El hachís era bueno, o al menos así lo recuerdo. Era un libanés rojo. El hachís habitual provenía de Marruecos, era la época de “bajarse al moro”, y podía encontrarse material de todas las calidades, según contactos o amigos. Supe después que Howard Marks pasó por Barcelona por aquellos tiempos. Las pequeñas cantidades de afgano que llegaban a la calle eran delicias cotizadas al alza.
El primer canuto fue a media tarde.
Hacía media hora escasa que el Rafa (yo) había fumado por primera vez junto a otras tres personas, Carmen una de ellas, otro era el Too-much, y no recuerdo el cuarto. Me enseñaron que los canutos siempre se pasaban por la izquierda, normas de buena educación.

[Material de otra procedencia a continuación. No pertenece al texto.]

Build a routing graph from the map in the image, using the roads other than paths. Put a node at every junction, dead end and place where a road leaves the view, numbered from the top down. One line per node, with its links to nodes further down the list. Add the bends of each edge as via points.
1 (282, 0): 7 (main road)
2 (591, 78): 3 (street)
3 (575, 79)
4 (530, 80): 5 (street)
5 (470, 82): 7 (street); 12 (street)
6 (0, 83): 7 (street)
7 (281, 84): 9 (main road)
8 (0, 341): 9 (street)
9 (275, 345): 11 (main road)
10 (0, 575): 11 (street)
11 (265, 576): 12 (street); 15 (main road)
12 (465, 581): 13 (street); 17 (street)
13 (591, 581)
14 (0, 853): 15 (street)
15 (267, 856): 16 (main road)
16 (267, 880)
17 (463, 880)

Cuando le comenté: “¡No me ha hecho nada!”, nos encontrábamos en la calle. Supongo que la chica se encontraría incómoda o claustrofóbica en el piso y decidió salir a tomar el aire para expansionarse. Me llevó cual mamá cuida de su vástago y me dijo: “Tus ojillos dicen otra cosa. Cuando pasemos frente a un espejo, vas y te miras”. Un poco más allá, un escaparate me devolvió una mirada enrojecida y una sonrisa peculiar. “Las próximas veces ya te irás enterando”, me aseguró Carmen mientras me hacía observar la mayor brillantez de los colores. Creo recordar que paramos en una granja y nos zampamos sendos suizos con bizcochos. Eso sí lo noté: el apetito desmesurado hacia lo dulce.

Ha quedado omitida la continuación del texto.